A introdução de tecnologia no sector automóvel fez com que as decisões deixem de ser apenas do pelouro do IT. Como garante o equilíbrio entre tecnologia e gestão?

A transformação digital é não só uma vantagem competitiva, como também uma realidade na maioria das indústrias e sociedade. Hoje, as áreas de IT e de administração ou negócio não funcionam de forma isolada, mas como duas faces de uma mesma estratégia integrada. Como líderes, devemos garantir que as prioridades levem em conta tanto os aspetos tecnológicos, quanto os de negócio, assegurando um alinhamento eficaz entre ambos.

Reter talento é hoje um desafio. Como estão a combater esta dificuldade, e de que forma a introdução da IA está a exigir requalificação nas equipas?

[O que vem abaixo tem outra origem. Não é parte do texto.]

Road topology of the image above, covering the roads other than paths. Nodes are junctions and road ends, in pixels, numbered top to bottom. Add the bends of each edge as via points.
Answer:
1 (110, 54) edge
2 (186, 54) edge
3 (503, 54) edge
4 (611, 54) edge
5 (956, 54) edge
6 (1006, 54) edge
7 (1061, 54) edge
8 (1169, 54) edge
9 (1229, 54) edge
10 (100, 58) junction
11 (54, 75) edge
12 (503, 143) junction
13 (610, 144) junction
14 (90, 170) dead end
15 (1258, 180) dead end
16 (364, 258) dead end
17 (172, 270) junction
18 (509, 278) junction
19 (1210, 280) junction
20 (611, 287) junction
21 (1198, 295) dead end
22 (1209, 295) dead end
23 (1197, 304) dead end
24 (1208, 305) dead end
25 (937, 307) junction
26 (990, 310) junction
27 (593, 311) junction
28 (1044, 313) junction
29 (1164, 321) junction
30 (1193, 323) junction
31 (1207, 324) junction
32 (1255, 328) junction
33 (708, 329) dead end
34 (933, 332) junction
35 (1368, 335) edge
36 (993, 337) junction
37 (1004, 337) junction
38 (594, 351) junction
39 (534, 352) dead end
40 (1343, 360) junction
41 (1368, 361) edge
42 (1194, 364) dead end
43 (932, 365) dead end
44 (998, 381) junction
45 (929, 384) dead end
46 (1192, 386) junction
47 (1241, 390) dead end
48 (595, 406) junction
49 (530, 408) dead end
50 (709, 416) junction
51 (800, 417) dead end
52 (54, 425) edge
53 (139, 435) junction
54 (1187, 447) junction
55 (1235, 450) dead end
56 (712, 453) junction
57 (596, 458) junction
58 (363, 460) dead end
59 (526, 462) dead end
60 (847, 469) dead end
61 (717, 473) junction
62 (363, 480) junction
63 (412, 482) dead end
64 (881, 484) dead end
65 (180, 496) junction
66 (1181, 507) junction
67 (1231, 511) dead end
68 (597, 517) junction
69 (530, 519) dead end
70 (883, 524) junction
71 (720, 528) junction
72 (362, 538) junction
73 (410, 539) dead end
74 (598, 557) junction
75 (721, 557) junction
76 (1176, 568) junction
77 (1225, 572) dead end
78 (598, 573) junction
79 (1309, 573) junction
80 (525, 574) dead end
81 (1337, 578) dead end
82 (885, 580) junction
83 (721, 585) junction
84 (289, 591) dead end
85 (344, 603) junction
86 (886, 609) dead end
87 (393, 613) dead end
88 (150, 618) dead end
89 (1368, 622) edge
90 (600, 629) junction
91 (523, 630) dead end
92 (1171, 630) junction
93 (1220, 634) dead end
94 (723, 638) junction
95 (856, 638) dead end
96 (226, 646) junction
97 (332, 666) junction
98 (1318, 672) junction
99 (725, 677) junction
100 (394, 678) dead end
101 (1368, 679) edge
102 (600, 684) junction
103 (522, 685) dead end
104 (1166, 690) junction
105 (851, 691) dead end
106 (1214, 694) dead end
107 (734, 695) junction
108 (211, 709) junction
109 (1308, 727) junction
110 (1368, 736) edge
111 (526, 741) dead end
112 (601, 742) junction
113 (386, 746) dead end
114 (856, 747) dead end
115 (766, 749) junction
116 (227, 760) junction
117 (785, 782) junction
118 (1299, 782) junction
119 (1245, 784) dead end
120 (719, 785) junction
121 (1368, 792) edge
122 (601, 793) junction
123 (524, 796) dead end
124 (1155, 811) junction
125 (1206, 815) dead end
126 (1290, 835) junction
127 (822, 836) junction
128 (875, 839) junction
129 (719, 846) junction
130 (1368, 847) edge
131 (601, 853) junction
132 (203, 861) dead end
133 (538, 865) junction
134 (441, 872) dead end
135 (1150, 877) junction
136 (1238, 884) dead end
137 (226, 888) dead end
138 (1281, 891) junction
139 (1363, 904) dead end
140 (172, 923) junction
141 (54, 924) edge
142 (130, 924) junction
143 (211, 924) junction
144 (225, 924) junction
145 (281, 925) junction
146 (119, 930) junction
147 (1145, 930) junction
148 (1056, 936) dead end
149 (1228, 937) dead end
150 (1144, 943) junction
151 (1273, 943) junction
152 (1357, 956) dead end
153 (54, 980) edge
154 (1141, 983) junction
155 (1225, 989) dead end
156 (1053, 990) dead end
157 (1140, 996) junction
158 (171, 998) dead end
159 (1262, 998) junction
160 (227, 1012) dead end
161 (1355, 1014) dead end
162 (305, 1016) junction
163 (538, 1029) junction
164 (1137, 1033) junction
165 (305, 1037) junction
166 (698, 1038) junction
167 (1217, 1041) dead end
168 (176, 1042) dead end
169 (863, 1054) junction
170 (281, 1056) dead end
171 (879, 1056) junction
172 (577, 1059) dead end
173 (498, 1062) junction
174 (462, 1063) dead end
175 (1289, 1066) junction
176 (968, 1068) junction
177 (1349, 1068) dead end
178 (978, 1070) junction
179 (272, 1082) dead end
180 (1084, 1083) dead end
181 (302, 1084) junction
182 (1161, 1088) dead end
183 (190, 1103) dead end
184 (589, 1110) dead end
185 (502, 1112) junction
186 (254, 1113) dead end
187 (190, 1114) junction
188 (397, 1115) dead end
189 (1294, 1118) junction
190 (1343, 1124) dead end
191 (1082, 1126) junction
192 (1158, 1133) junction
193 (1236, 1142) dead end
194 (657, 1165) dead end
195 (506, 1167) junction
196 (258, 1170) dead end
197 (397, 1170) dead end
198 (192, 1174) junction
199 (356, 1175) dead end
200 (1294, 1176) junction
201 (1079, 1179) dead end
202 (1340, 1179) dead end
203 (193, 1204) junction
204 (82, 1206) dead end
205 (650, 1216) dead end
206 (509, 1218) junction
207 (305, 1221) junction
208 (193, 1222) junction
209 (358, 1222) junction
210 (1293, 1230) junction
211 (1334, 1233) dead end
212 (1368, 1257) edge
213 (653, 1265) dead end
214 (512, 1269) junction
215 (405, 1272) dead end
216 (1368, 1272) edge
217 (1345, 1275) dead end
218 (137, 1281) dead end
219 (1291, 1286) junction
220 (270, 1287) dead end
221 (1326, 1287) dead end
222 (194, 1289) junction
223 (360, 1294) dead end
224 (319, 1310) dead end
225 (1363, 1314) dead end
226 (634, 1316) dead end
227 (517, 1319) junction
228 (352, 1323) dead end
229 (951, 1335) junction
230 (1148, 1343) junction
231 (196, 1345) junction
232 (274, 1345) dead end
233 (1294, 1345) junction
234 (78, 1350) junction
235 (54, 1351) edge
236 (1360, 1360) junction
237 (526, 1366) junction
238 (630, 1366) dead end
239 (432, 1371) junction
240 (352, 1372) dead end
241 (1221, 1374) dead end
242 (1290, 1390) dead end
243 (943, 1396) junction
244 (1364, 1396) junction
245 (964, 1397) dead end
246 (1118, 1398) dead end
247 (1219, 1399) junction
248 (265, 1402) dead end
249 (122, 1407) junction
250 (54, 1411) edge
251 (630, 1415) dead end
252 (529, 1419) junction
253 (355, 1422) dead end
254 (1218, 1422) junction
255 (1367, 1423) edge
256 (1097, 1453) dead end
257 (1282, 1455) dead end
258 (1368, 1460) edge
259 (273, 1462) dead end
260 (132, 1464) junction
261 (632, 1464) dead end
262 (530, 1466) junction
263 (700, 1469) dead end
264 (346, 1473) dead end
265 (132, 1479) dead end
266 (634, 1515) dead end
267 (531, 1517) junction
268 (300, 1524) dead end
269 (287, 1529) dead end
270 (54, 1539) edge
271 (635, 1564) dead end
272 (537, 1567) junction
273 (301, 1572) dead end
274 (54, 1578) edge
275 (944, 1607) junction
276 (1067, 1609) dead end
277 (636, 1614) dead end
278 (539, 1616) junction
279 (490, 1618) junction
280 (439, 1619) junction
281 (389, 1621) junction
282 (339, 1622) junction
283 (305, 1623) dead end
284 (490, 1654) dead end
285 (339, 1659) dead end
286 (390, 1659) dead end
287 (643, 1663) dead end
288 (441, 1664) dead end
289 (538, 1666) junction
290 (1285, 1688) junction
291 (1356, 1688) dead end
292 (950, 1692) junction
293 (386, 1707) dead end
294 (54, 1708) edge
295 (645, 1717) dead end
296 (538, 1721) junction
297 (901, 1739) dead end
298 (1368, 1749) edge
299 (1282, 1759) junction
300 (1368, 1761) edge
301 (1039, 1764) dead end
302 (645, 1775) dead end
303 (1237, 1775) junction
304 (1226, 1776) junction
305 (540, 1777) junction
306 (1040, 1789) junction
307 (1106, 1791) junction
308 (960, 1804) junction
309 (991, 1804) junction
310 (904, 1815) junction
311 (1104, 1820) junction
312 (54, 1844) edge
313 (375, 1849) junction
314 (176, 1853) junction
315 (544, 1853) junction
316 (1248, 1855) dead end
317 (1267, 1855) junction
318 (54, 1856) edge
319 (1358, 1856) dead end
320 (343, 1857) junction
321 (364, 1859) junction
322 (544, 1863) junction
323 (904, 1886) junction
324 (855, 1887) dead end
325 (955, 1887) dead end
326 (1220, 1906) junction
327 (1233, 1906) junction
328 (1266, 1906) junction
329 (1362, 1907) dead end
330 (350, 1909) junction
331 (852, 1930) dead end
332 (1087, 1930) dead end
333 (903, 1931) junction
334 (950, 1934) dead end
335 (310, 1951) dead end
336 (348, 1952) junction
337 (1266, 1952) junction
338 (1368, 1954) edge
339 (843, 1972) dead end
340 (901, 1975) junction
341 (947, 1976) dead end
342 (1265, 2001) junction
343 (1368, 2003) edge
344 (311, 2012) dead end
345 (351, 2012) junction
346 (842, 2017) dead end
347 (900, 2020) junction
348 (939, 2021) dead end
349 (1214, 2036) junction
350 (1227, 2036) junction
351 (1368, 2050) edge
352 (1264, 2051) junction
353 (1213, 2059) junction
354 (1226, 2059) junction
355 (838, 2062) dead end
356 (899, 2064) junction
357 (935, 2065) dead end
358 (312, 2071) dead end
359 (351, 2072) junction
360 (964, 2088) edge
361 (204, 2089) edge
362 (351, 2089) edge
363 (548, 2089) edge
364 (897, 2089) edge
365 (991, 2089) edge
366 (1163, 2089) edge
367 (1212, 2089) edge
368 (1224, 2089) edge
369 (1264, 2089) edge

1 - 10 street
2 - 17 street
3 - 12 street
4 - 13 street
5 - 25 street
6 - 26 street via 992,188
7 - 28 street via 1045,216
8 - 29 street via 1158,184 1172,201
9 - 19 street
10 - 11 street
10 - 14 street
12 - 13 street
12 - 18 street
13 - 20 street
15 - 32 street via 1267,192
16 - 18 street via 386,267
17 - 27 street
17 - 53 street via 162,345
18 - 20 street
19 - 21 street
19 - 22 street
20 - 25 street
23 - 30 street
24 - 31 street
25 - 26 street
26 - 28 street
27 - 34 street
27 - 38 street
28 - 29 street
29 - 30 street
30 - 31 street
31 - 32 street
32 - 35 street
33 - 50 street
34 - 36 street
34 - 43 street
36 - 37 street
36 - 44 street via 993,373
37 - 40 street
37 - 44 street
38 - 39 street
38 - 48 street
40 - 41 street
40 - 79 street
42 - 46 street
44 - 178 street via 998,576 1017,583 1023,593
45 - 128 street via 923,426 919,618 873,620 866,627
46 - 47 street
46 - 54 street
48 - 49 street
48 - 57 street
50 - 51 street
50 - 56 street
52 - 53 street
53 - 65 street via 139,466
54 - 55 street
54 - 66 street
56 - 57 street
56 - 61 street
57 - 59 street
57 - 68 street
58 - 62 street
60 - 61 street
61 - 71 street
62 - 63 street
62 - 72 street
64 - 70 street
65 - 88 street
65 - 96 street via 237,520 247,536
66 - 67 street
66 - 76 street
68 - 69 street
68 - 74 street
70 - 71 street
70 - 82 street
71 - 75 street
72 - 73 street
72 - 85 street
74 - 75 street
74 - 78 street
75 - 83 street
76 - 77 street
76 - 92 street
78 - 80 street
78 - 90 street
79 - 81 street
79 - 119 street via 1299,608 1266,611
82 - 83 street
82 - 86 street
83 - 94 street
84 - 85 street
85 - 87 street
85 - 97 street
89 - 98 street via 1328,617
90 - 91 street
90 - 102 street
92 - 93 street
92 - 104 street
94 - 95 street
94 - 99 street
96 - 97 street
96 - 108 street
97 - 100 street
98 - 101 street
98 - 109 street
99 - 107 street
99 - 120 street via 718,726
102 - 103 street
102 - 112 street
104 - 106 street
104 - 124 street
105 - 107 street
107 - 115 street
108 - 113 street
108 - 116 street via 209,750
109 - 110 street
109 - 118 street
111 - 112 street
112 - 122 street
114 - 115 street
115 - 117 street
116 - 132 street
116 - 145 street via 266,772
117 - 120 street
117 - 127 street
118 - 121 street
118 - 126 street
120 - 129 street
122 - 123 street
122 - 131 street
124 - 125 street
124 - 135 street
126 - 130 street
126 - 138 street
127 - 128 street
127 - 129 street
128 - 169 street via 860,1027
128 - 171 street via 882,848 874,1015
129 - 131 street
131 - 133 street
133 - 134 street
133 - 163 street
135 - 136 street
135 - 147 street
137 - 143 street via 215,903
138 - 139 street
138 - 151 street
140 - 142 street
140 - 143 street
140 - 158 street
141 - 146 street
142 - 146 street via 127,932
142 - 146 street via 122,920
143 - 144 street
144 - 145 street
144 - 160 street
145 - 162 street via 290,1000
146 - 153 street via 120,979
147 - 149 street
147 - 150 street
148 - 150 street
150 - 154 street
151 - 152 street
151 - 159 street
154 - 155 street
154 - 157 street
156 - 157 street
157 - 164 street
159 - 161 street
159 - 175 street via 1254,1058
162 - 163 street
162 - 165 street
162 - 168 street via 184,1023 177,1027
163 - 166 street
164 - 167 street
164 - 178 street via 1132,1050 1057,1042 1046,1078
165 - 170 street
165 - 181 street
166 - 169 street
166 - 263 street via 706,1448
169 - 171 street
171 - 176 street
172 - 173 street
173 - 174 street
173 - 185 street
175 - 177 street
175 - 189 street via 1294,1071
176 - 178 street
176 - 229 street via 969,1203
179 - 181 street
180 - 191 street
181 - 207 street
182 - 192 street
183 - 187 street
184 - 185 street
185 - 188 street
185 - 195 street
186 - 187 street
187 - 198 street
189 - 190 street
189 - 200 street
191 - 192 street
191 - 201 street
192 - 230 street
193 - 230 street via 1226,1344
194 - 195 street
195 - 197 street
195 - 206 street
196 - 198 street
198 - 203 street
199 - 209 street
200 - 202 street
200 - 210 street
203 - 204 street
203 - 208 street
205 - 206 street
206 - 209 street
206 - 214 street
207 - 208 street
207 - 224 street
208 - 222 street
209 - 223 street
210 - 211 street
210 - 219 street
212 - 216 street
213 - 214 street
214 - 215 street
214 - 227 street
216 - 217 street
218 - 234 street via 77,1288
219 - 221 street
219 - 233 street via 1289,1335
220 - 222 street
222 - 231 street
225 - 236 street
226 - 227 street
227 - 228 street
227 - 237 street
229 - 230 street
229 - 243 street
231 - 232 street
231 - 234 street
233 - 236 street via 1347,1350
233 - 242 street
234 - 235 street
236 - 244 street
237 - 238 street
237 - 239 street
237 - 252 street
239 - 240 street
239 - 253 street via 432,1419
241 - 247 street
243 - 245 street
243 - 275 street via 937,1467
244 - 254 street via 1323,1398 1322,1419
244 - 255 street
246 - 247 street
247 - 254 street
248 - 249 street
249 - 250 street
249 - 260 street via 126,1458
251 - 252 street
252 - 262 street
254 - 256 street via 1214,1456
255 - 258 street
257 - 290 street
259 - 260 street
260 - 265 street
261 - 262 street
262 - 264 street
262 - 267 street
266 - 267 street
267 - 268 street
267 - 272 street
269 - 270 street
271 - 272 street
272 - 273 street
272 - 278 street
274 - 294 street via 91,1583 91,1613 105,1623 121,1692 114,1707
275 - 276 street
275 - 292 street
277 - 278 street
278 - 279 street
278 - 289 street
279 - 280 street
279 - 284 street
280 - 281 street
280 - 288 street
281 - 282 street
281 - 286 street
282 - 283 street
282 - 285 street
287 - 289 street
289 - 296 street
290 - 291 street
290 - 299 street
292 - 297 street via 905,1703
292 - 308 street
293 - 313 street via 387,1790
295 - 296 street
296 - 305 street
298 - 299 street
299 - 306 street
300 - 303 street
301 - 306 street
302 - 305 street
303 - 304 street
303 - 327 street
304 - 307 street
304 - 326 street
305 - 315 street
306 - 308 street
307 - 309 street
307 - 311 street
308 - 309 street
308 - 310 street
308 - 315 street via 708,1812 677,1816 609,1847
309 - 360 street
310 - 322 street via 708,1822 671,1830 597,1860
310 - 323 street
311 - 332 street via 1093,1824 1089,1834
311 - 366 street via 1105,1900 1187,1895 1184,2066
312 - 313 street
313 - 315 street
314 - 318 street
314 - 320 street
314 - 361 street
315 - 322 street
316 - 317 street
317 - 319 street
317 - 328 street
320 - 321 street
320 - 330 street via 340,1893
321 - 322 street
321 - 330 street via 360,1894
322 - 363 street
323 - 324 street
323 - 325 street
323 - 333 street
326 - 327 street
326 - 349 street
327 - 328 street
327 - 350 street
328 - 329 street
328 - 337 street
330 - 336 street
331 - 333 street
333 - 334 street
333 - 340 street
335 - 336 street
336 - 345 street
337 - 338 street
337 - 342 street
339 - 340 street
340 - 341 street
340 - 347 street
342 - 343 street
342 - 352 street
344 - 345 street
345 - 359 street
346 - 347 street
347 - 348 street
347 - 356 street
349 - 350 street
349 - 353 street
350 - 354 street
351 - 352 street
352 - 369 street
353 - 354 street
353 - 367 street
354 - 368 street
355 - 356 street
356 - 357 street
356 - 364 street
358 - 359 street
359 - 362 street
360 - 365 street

A nossa taxa de retenção é superior à média do mercado. Na Mercedes-Benz.io, acreditamos que a aprendizagem é contínua e nunca deve parar. Por isso, oferecemos ferramentas para apoiar o crescimento das nossas equipas. Todos os colaboradores têm um orçamento anual para investir no seu desenvolvimento, seja através de conferências ou formações, e organizamos regularmente sessões de partilha de conhecimento, com foco crescente na IA que não é apenas uma ferramenta importante, mas essencial para a evolução do nosso negócio e das nossas equipas. Já está a transformar várias áreas, e promovemos a sua adoção para capacitar as equipas a utilizarem o seu potencial ao máximo.